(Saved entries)
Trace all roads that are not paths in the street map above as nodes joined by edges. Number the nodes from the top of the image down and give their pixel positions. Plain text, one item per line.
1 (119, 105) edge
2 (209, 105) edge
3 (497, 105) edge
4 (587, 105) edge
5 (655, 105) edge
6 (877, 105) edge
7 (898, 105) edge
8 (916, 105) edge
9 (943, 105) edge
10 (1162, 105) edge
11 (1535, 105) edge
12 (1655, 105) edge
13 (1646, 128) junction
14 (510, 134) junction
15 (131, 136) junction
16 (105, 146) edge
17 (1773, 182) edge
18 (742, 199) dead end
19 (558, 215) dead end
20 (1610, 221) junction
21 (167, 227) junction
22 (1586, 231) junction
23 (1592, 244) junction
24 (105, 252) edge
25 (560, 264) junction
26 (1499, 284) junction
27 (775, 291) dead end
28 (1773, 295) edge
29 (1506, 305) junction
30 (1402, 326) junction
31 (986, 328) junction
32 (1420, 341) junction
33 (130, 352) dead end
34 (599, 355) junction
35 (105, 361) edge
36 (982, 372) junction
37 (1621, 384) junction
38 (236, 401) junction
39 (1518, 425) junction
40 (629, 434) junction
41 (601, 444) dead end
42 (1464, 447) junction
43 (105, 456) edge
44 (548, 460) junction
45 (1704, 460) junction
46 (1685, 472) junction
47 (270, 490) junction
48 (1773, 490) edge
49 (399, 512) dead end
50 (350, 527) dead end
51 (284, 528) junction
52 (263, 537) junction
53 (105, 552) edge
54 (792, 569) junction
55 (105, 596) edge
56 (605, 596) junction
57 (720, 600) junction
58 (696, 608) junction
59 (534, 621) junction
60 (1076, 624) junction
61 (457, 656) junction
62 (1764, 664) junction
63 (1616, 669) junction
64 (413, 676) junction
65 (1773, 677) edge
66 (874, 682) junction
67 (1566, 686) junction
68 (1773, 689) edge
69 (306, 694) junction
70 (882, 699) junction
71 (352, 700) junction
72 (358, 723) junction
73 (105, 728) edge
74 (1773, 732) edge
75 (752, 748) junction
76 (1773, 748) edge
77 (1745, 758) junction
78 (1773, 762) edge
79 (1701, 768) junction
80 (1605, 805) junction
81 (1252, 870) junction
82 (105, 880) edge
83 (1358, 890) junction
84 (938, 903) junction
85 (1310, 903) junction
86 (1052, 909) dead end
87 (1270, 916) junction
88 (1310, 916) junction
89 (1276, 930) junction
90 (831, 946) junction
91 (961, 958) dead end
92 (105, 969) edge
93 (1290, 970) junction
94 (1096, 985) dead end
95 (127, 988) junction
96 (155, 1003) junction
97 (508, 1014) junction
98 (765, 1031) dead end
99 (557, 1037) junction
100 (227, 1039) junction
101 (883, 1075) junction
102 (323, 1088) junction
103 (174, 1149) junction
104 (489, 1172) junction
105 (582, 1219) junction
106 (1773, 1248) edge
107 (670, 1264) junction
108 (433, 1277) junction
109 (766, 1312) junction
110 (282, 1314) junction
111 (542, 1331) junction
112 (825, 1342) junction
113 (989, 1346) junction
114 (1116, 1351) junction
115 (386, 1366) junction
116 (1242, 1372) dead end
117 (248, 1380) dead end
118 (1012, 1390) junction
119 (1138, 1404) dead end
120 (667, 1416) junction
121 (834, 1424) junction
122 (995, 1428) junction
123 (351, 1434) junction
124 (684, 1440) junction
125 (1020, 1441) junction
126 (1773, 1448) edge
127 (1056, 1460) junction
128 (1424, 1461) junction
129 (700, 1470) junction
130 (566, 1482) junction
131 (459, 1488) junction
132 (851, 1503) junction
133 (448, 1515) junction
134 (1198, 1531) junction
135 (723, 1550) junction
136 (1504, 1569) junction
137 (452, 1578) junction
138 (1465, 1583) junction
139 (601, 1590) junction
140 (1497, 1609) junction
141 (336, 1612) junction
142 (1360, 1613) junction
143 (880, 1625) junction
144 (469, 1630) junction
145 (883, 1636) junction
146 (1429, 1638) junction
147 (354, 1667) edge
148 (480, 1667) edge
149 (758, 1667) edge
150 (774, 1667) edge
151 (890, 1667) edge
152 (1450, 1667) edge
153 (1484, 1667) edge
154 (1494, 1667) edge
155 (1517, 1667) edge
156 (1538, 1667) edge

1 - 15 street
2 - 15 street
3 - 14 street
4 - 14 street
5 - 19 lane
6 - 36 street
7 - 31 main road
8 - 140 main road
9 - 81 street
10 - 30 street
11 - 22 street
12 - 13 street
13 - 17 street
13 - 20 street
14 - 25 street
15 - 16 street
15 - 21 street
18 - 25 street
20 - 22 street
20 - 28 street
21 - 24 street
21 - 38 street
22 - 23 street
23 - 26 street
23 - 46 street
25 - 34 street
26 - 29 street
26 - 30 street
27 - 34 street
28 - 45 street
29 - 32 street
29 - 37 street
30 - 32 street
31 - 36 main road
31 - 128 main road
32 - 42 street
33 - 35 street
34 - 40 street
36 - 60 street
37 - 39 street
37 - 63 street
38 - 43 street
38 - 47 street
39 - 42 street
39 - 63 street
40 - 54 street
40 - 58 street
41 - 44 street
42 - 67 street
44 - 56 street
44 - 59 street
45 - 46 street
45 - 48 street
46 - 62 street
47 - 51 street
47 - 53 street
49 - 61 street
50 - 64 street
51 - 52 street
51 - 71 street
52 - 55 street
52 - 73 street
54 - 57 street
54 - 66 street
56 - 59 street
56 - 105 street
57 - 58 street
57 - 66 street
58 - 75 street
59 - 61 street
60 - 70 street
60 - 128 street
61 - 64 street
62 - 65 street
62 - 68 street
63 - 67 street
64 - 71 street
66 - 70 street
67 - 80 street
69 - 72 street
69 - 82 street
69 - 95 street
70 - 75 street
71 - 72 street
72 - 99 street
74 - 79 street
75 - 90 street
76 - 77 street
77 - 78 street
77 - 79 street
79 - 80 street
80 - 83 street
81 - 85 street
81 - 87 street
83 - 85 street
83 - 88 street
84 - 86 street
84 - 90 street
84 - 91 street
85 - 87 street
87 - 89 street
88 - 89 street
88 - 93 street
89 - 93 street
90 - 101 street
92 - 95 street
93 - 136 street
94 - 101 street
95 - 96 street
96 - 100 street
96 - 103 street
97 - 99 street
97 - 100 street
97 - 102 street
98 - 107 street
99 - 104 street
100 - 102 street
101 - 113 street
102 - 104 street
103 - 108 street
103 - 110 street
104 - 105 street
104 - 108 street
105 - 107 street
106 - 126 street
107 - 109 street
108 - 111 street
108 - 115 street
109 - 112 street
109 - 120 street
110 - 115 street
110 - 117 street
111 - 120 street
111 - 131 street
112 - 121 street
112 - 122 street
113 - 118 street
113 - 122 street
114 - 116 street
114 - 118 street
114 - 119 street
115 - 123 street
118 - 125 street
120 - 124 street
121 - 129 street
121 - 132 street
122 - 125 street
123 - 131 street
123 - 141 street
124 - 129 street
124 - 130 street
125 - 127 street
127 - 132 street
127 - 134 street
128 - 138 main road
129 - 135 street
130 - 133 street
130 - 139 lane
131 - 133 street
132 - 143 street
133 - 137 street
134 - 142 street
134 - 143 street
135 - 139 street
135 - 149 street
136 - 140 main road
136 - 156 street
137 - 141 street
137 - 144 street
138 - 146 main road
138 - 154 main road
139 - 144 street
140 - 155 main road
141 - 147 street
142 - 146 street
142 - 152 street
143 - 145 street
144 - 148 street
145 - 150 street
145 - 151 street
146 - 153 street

> _What to work on_:
Give the number of lines in the entries that include the string "main", and nothing more.

> _Solution to the exercise_:
9